The above image, which displays a mesmerizing swathe of esoteric technology, comes from a New York Times article that explains how IBM researcher Stuart P. Parkin is using nanomaterials in an attempt to create vastly improved electronic storage technologies and “to take microelectronics completely into the third dimension and thus explode the two-dimensional limits of Moore's Law.”
Although Parkin’s work is undoubtedly mind-boggling from a layperson’s perspective (how exactly do you “stand billions of ultrafine wire loops around the edge of a silicon chip”?), the report made me think back to a book I read a few months ago, The Shock of the Old by David Edgerton. In a provocative if flawed work, Edgerton argues that our fixation on innovation distracts us from understanding technology as it actually used. In other words, long after the media and popular prejudice consider a particular technology to be “obsolete,” it is still quietly puttering away, oftentimes produced and used in greater numbers than the product or process it has supposedly been replaced by. Edgerton’s book is replete with examples: for example, the number of bicycles produced is, even today, more than 2 1/2 times the number of cars manufactured. Back in World War II, the German war machine, epitomized by Blitzkrieg twins of the Stuka and Panzer, was largely horse-powered. (The 1941 invasion of the Soviet Union used more horses than the Grand Armée of 1812 and took longer to reach the outskirts of Moscow.)
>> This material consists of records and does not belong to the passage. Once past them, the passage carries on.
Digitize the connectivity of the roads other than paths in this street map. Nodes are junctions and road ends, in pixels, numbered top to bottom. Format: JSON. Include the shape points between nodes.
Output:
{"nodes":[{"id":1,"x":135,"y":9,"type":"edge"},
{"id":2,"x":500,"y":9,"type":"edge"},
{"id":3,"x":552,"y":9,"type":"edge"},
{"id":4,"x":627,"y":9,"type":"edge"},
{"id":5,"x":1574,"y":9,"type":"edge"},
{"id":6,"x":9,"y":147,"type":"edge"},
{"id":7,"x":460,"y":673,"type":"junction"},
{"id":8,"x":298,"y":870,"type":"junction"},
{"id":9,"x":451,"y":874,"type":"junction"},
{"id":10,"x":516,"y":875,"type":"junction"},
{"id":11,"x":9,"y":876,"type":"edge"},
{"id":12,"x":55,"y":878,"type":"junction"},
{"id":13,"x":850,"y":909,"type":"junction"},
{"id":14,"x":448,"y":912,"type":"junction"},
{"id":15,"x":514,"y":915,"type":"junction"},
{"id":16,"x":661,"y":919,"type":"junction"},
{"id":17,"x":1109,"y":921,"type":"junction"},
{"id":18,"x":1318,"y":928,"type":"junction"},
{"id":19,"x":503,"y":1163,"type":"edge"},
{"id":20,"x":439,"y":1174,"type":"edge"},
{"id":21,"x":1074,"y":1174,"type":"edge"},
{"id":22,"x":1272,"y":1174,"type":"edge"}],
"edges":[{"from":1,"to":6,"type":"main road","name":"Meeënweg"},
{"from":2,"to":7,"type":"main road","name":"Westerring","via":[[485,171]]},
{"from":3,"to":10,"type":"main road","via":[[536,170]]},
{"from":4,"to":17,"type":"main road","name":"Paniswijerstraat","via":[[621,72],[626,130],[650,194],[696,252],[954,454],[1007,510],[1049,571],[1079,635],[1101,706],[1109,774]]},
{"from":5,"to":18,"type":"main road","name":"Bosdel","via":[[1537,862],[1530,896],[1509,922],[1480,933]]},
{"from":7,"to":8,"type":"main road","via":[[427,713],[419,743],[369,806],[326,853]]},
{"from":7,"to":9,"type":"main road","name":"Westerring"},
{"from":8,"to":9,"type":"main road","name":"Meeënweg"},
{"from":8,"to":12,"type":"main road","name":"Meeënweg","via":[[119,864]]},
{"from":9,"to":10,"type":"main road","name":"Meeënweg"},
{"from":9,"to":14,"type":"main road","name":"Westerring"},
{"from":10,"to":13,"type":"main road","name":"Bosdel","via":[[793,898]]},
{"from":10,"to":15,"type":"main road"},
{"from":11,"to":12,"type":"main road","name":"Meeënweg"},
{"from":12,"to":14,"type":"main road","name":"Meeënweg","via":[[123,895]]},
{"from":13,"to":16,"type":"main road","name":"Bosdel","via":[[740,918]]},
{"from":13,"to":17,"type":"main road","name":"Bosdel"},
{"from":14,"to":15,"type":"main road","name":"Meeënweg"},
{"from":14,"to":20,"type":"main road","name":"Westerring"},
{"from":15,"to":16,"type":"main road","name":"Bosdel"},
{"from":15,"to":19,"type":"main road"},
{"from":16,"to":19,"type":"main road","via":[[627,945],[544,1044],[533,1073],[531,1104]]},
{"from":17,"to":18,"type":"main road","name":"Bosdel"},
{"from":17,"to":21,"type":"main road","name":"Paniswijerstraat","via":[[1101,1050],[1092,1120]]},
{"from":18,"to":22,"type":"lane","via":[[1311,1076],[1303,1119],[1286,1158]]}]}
Edgerton’s book is undermined by the fact that he never really develops his thesis, as he’s so busy jumping to the next did-you-know? example. (But those examples do keep you reading.) In addition, he never nails down what he means by “the old.” From his examples, the old could encompass the 19th century, early 20th century, and the decades after the Second World War. In other instances, the “old” label is applied to companies that are still around but associated with mature technologies (car companies are a primary example, but IBM, who are bankrolling Mr Parkin’s research, could also be ranked with the geezer corporations considering it was founded in 1889).
At this moment the world’s economy is looking considerably shakier than it did even a month ago. Of the two main causes of this weakness, one is prehistoric, the other merely very, very old. The first danger is oil–the residue of “ancient sunlight”–now threatening to become a real issue at $80 a barrel. The “knowledge” economy, with its thirsty server farms, international conferences, and SUV-driving consultants, does not run solely on hot air and Starbucks.
Second, the 21st-century credit crisis centred on the United States stems from a collapse in the housing market–and the first ever real-estate slump probably occurred in the city of Ur when a speculator built too many mud-brick huts with a view of the Ziggurat.
As a civilization, it seems, we may now be able to wrap a billion wires around a chip smaller than a postage stamp, but we are still in thrall to the same forces that were already wearily familiar when great-grandparents complained about them.